Champagne and Aishihik First Nations government recognizes the importance of attending school. It is important for a child’s learning to be on time and ready for the day. We can all work together to increase attendance at school and help in the success of each child. The CAFN Education team is willing to assist anyone that wants to increase attendance for their child(ren) in a positive holistic manner.
- Chronic Absenteeism is when a student misses 2 or more days a month of school or more than 20 days a school year. This counts excused absences as well such as; doctor’s appointments, dentist appointments, hunting and fishing trips etc…
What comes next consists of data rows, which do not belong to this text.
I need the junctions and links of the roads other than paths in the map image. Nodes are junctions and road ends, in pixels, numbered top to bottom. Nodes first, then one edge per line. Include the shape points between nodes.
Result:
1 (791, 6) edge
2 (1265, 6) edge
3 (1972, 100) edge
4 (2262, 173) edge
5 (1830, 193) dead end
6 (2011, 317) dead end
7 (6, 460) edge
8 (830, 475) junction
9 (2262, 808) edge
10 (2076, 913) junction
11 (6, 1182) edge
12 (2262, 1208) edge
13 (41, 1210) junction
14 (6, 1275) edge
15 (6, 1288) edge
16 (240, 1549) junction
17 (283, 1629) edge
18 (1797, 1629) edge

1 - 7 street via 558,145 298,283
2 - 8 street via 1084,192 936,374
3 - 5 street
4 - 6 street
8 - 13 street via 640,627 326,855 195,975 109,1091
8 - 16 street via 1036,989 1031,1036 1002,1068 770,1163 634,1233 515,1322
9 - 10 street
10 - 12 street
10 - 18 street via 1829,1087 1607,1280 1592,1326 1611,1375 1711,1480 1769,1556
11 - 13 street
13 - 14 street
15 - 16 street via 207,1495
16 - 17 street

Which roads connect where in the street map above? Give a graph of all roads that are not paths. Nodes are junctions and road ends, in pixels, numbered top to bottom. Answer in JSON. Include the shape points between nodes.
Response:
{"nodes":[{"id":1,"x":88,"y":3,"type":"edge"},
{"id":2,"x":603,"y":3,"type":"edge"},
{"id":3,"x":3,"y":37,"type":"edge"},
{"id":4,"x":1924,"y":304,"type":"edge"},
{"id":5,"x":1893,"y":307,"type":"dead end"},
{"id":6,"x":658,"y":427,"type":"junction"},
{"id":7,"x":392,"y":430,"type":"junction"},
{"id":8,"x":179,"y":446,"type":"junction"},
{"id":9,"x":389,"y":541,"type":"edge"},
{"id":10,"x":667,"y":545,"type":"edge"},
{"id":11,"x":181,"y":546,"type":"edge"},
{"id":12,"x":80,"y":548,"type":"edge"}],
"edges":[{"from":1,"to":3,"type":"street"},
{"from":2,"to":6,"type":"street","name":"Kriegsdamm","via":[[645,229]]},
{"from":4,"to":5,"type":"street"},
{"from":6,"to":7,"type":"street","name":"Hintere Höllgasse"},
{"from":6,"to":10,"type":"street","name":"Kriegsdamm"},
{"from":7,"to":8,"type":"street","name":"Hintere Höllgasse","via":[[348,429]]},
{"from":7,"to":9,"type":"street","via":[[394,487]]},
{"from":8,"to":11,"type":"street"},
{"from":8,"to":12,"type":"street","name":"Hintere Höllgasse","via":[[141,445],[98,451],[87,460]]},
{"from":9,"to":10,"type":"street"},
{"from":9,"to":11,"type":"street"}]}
- Many factors can affect attendance, including illness, family obligations, events, lack of transportation, work or disengagement from school. When a student misses class, they are missing the learning opportunities of that day and social time with their peers and teachers. Regular attendance is also an indicator of how engaged a student is in their learning, and helps to develop important work-life habits such as time management, work ethic and personal motivation.
Average absent days in 2014-2015 school year
Yukon Government Department of Education
Long terms effects of school absenteeism
- Children with certain risk factors—including poverty, homelessness and chronic illness—are both more likely to be chronic absent and especially hard hit because they often lack the resources to make up for the lost opportunities to learn in the classroom.
- Students who are chronically absent in kindergarten and first grade are less likely to read proficiently by the time they finish third grade. Preliminary data in California found that 17 percent of those students were reading on grade level at the end of third grade, compared to 62 percent who attended regularly.
- Ready, Douglas D., Socioeconomic Disadvantage, School Attendance, and Early Cognitive Development, The Differential Effects of School Exposure, Sociology of Education, October 2010.
- Attendance in Early Elementary Grades: Association with Student Characteristics, School Readiness and Third Grade Outcomes, Applied Survey Research, May 2011.
What we can do together to increase attendance at school:
- Try not to book appointments during school hours.
- Set a regular time to wake up on schools days.
- Avoid electronics at least 1.5 hours before bed as they effect sleep patterns
- Prepare lunch the night before school
- Walk with your child(ren) to school or find a friend they can walk with each morning
- Let your child(ren) know the importance of attending school
- Try not to let your child(ren) stay up very late on weekends
- Allow enough time in the morning for your child(ren) to eat a healthy breakfast to get their brains working in the morning
- Phone your Education Support Worker if you need help getting your child(ren) to school on time.